#### Problem description:
For the records below, report how many lines include the word "bottom". Only the number should appear.

#### Source records:
== == ==

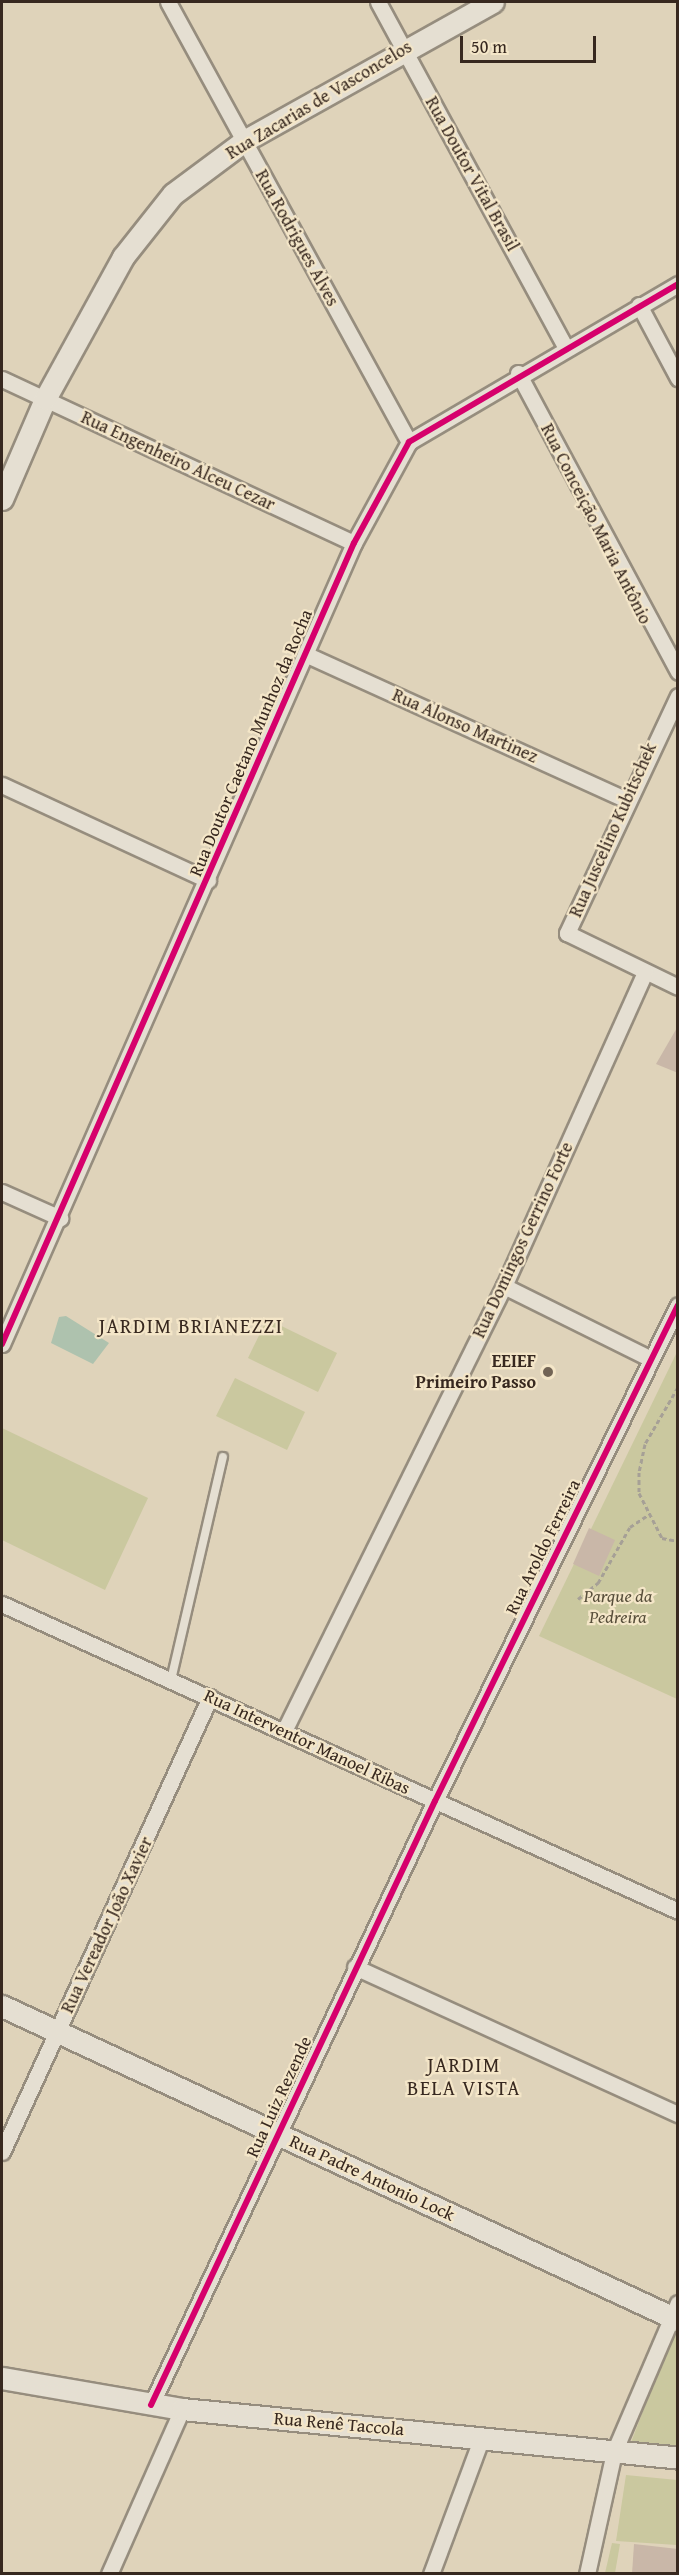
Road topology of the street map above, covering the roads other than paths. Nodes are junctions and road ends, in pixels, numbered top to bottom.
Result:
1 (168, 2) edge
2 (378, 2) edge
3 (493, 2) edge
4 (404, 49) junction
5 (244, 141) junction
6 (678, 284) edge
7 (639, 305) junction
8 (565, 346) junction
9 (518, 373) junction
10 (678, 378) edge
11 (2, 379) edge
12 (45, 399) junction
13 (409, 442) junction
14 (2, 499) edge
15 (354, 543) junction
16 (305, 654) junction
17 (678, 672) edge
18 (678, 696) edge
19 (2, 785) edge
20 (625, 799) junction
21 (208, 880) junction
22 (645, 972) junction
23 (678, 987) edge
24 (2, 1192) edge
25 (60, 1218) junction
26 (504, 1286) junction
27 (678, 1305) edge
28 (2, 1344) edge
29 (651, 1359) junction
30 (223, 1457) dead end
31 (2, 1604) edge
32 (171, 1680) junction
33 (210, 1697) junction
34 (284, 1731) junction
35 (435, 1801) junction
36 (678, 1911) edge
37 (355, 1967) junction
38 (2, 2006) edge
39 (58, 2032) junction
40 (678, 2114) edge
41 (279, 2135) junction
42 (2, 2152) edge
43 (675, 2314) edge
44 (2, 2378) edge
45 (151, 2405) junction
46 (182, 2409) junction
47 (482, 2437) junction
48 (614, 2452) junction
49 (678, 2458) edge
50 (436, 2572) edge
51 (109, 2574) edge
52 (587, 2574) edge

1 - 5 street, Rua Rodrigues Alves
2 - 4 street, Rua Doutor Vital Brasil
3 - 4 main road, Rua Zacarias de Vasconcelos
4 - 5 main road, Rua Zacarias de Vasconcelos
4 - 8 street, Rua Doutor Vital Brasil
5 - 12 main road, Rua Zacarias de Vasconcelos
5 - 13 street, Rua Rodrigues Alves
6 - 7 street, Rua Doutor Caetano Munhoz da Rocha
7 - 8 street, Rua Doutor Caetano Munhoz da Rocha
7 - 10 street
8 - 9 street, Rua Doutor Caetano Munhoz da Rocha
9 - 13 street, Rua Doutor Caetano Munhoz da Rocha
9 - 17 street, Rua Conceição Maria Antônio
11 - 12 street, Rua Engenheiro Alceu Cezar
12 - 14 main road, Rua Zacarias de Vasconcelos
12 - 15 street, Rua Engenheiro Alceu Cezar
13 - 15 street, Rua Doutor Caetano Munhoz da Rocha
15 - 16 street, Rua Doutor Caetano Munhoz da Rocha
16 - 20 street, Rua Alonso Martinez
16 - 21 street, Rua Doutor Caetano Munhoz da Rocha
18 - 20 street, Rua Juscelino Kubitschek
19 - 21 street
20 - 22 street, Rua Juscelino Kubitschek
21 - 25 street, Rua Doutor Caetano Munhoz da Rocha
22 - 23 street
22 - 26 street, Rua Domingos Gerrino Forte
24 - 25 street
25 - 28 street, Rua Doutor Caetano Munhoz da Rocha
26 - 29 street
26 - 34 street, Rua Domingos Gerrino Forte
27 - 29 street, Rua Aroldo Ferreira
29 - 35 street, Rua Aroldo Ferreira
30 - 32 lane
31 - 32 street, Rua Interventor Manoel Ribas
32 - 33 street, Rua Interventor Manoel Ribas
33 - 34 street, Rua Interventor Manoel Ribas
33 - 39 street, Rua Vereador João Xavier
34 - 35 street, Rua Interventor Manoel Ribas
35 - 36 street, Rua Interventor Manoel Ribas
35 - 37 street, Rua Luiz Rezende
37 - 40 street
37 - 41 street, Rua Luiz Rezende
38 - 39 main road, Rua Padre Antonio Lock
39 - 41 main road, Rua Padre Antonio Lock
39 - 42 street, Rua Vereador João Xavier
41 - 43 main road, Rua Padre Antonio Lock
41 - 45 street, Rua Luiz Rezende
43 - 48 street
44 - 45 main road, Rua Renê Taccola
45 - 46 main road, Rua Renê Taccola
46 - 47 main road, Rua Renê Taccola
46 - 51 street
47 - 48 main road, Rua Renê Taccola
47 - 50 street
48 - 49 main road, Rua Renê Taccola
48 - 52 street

== == ==

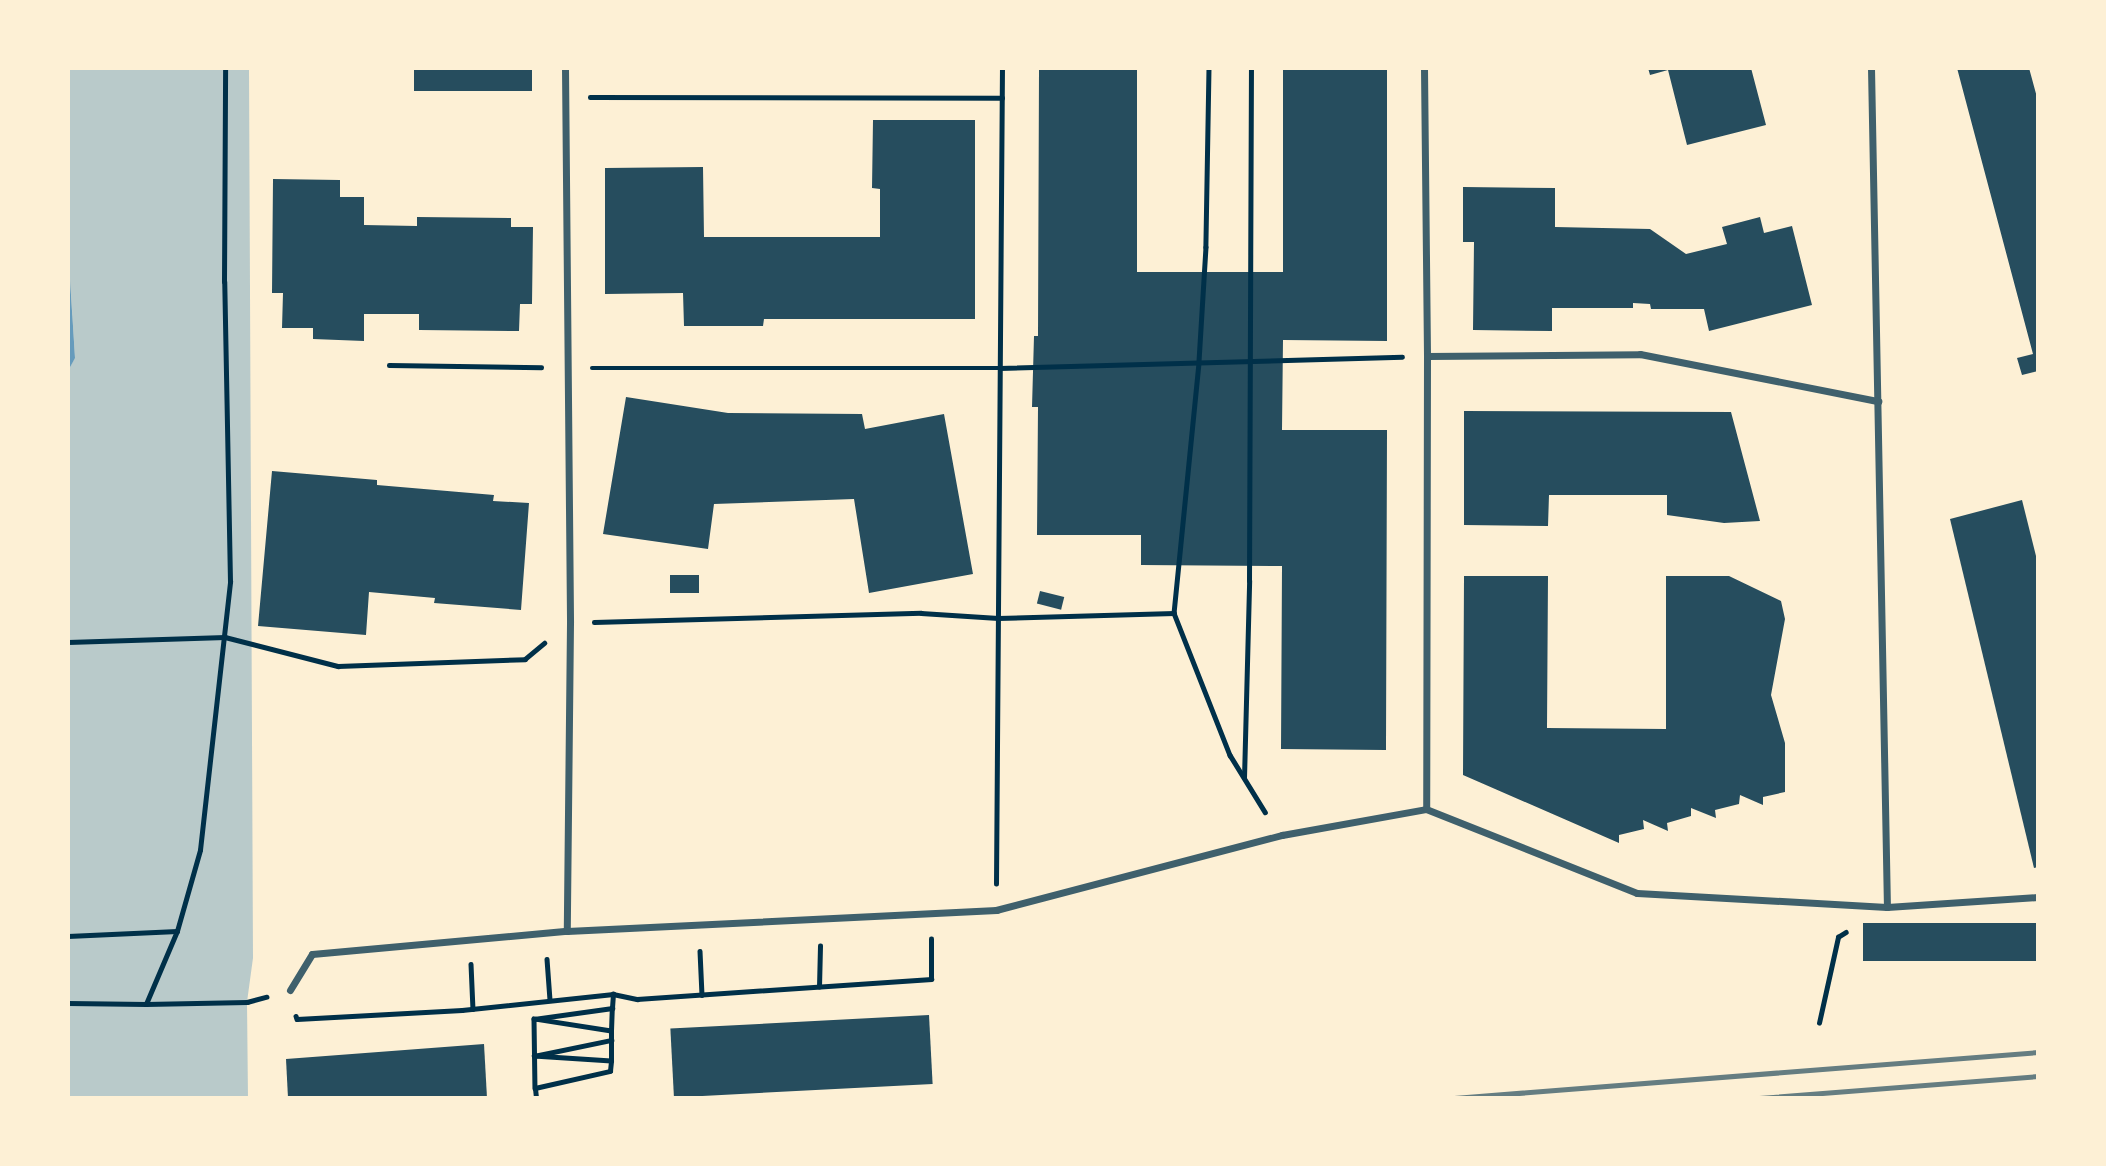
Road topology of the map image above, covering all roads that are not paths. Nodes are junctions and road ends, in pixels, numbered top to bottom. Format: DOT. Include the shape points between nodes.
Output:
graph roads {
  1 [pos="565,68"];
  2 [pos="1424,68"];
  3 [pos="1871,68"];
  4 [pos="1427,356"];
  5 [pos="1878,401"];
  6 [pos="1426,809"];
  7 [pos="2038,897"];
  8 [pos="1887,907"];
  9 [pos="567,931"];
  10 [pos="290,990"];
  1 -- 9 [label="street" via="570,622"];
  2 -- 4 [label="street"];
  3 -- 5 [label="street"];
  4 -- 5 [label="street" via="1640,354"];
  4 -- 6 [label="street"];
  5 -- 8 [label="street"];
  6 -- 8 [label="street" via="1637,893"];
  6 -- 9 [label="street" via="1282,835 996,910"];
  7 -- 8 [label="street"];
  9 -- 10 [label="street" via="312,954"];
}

== == ==

#### Solution to this exercise:
2